▸ **WORK TO COMPLETE**: Across all the records below, count the lines that hold "than". State only that figure.

▸ **DATA FOR REVIEW**:
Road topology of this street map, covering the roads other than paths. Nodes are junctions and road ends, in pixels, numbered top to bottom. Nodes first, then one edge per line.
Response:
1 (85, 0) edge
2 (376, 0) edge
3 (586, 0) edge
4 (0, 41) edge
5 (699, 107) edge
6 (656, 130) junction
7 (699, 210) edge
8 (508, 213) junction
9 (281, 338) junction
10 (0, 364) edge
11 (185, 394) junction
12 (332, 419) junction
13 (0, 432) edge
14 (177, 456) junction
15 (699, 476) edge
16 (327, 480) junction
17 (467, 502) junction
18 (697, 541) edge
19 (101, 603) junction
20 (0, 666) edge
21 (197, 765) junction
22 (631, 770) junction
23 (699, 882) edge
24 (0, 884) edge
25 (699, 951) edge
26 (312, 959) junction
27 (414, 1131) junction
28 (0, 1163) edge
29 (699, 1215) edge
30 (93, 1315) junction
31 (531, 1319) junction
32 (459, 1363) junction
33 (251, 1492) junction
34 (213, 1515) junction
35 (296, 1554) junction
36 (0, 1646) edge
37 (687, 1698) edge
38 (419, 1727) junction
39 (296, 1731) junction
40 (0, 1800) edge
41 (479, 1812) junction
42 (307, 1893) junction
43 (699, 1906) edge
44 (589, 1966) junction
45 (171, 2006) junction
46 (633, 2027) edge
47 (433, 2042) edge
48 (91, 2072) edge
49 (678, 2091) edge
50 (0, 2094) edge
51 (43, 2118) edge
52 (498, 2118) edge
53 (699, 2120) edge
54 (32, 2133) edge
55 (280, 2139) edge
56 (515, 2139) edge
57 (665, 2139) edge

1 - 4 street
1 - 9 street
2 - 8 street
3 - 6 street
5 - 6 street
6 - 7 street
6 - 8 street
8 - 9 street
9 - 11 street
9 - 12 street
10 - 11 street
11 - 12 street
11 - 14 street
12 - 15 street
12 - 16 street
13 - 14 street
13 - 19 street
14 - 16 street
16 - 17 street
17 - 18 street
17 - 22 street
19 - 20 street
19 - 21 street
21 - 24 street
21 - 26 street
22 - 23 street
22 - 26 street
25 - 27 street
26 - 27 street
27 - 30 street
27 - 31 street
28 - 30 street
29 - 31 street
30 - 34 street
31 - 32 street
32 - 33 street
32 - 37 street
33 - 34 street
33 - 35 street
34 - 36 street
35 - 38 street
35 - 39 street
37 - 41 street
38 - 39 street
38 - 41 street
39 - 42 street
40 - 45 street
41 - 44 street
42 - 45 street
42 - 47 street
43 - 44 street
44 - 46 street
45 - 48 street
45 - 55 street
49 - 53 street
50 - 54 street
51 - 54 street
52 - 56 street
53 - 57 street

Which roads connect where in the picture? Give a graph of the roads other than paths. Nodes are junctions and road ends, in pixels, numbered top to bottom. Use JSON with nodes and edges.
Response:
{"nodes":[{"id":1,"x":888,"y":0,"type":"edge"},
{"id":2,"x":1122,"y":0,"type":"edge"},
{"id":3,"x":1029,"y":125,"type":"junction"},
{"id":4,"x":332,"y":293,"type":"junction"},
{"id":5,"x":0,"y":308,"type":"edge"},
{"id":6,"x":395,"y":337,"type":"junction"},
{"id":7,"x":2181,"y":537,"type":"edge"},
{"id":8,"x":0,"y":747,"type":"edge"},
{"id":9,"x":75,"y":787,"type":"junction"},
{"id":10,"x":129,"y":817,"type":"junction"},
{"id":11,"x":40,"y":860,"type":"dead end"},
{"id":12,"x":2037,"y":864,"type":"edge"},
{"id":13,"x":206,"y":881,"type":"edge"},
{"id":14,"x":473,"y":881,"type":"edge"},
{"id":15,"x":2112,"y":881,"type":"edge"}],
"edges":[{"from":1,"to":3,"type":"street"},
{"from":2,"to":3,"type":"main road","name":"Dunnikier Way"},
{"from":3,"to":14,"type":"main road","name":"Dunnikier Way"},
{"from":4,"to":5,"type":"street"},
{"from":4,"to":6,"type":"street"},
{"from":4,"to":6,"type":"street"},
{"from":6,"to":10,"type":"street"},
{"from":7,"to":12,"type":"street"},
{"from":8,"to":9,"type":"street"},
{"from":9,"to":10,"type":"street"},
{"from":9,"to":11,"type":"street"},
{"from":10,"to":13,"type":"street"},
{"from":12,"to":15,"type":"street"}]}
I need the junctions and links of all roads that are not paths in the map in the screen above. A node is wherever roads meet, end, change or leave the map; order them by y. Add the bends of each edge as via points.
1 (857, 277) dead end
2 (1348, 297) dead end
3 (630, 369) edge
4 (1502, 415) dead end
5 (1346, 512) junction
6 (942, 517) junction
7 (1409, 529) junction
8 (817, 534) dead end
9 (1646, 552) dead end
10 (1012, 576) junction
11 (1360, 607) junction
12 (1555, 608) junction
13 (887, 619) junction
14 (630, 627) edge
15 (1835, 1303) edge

▸ **EXERCISE ANSWER**: 2